More recently, nerve transfers have been modified and creatively repurposed for applications of functional neurorestoration in the setting of central nervous system pathology [7]. This includes neurologic deficits resulting from chronic cerebral injury (e.g., stroke, traumatic brain injury, or cerebral palsy) [8, 9], traumatic spinal cord injury [10,11,12,13], or other paralyzing disorders affecting the upper and/or lower motor neurons (e.g., acute flaccid myelitis) [14, 15]. We have conducted a single-center prospective trial involving patients with cervical spinal cord injury and tetraplegia who underwent distal upper extremity nerve transfers for muscle reanimation, years and up to decades following the initial injury. In many cases, the patients recovered meaningful use of critical arm and hand movements, such as elbow extension, grasp, thumb opposition, and wrist/finger extension [11]. Our promising results have set the stage for the current, larger multicenter trial (ClinicalTrials.gov Identifier: NCT04023591).

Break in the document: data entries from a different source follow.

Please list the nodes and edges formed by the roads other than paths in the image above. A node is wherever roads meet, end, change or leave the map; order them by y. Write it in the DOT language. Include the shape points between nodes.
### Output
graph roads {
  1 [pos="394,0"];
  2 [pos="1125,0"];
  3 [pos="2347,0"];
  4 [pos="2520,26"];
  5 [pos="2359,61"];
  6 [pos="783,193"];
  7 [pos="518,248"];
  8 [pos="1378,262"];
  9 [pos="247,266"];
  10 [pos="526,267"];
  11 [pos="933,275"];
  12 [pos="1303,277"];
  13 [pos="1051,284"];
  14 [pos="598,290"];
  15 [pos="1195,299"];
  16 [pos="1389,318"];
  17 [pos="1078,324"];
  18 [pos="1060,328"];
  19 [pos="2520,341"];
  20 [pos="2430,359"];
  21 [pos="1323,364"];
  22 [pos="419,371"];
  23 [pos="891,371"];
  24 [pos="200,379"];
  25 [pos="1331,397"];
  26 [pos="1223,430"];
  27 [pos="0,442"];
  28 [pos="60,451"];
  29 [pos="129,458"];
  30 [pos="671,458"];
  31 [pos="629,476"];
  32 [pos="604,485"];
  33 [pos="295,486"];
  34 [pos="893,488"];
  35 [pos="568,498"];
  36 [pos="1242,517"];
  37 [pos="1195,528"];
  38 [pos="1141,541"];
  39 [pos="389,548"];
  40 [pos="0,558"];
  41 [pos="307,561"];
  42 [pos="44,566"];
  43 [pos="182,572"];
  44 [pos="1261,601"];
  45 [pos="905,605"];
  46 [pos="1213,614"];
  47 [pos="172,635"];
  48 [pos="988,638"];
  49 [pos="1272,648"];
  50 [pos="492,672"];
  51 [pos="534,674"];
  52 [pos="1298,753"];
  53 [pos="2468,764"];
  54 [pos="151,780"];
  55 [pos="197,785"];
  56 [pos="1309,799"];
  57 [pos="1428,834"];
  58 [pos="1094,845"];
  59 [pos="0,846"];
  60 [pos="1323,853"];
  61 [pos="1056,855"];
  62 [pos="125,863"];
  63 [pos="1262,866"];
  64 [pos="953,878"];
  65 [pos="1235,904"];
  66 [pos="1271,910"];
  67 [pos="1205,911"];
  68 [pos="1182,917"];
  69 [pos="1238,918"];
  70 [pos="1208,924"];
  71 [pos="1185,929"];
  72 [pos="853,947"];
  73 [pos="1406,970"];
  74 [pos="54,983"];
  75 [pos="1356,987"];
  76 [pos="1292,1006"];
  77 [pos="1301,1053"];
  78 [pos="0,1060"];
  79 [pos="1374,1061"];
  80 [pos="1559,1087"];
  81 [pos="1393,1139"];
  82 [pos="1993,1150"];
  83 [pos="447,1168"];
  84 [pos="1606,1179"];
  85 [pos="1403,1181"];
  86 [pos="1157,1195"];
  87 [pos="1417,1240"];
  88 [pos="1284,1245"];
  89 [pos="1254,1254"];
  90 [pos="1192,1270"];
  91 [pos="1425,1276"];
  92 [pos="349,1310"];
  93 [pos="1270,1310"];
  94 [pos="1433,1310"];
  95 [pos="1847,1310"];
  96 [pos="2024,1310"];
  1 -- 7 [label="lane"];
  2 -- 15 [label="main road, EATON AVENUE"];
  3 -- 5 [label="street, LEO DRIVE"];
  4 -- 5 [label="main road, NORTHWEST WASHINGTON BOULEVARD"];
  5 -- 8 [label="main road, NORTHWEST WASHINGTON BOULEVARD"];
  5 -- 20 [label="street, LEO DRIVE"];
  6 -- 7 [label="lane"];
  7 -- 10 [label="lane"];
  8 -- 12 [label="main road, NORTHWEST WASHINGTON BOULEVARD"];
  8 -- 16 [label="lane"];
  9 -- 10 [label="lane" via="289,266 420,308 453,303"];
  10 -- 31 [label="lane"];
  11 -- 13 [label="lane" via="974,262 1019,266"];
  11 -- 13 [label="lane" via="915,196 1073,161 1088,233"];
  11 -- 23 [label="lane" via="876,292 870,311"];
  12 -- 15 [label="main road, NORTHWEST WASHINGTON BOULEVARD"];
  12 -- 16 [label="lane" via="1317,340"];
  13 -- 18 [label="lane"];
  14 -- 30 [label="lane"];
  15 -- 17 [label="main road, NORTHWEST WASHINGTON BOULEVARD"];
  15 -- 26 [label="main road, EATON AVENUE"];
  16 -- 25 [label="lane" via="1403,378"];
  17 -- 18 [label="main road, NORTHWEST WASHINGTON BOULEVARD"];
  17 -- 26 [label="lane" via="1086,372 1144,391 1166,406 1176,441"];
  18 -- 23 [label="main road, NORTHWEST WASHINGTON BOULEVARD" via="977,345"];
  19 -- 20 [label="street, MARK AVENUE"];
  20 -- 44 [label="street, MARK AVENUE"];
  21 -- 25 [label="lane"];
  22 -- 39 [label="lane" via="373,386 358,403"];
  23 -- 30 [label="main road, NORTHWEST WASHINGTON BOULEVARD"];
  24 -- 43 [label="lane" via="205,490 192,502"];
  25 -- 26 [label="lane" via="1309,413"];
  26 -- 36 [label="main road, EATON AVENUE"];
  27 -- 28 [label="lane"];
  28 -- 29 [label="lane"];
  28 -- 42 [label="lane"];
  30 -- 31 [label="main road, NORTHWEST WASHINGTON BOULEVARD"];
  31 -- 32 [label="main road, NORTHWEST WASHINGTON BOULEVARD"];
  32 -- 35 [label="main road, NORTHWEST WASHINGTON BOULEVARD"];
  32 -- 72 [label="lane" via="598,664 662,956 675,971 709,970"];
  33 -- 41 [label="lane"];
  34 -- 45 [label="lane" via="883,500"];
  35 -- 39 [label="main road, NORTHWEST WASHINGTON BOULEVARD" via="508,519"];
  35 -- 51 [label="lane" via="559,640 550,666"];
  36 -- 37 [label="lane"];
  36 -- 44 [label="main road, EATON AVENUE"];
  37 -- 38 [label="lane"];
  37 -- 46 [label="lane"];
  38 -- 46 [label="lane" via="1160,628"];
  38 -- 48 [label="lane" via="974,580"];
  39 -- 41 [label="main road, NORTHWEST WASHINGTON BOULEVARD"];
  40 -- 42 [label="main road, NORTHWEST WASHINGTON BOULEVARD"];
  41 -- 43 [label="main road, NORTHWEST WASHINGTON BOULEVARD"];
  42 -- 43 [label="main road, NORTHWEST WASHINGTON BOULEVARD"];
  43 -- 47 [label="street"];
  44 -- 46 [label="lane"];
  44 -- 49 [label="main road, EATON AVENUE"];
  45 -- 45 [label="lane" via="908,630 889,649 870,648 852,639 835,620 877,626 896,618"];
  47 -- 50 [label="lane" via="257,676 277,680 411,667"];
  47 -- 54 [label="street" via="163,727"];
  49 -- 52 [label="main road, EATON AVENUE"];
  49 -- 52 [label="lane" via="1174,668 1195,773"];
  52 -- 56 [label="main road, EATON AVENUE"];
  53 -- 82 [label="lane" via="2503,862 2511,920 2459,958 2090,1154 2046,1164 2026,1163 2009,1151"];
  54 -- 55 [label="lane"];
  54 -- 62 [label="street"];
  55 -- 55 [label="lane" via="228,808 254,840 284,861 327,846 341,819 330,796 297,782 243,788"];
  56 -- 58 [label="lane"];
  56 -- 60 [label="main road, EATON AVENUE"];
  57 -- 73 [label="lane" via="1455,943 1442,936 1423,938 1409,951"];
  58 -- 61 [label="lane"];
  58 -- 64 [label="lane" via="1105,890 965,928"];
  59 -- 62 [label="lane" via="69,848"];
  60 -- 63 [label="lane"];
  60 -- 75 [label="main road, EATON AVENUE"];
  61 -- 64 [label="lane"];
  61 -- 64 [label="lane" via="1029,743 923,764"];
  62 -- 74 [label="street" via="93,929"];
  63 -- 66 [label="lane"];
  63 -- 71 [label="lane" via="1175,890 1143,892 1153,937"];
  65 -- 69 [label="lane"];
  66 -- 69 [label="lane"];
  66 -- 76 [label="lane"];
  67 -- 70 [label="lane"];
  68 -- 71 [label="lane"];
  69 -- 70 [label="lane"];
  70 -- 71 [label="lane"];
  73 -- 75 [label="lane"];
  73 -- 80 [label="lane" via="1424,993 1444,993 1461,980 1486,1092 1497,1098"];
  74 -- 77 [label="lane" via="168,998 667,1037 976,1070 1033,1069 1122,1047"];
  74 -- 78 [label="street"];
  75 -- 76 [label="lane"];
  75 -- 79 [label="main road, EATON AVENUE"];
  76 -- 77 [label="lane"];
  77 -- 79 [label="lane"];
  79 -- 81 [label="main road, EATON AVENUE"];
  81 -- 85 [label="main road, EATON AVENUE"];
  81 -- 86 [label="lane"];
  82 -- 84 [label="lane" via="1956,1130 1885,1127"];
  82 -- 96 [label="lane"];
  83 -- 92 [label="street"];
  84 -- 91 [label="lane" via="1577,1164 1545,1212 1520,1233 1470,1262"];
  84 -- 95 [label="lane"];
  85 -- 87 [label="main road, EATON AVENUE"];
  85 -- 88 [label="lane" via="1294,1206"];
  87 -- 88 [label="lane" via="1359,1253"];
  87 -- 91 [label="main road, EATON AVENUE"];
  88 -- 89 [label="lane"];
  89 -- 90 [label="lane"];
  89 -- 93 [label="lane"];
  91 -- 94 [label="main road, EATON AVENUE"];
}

The typical peripheral nerve neurosurgical practice comprises a wide variety of presenting conditions, including compressive neuropathies (e.g., carpal tunnel syndrome, peroneal nerve compression), benign and malignant nerve tumors (e.g., schwannoma, malignant peripheral nerve sheath tumors), peripheral nerve sources of pain (e.g., traumatic neuroma), and paralyzing nerve injuries (e.g., peripheral nerve injury, brachial plexus injury). Surgery is a mainstay of treatment for these conditions, with demonstrable patient benefits to quality of life, distal function, and, in certain conditions, overall survival. Emerging clinical applications targeting functional recovery, as detailed above, present opportunities for insights into neuroanatomy, neurophysiology, and neurorehabilitation. Major multidisciplinary efforts are being made to advance the basic and translational science of the field, and surgeons across the world continue to innovate and refine their surgical techniques. Peripheral nerve surgery will likely play an increasingly central role within paradigms of reconstruction and functional restoration following central and peripheral neurologic injury.

FormalPara Key Points

1. 1.

   Surgery is a mainstay of treatment for common disorders of the peripheral nervous system, including compressive neuropathies, nerve tumors, peripheral nerve sources of pain, and paralyzing nerve injury.

2. 2.

   The management of peripheral nervous system injury has evolved significantly over the last century, facilitated by the development of macroscopic exploration and repair, microsurgical techniques, neurophysiologic monitoring, and biologic insights into mechanisms of nerve injury and regeneration.

3. 3.

   Nerve transfers represent a recent innovation in the reconstructive strategy for peripheral nerve injury, resulting in a marked improvement in clinical outcomes.

4. 4.

   A nerve transfer involves the distal transection and coaptation of a functioning, expendable donor nerve onto a non-functioning recipient nerve. It transforms a proximal nerve injury to a distal repair, taking advantage of the robust regeneration potential of the peripheral nervous system to allow for earlier reinnervation and quicker return of function in a paralyzed target muscle.

5. 5.

   More recently, nerve transfers can be modified and repurposed to treat neurologic deficits following injury to the central nervous system, including paralysis from spinal cord injury and stroke, with promising results.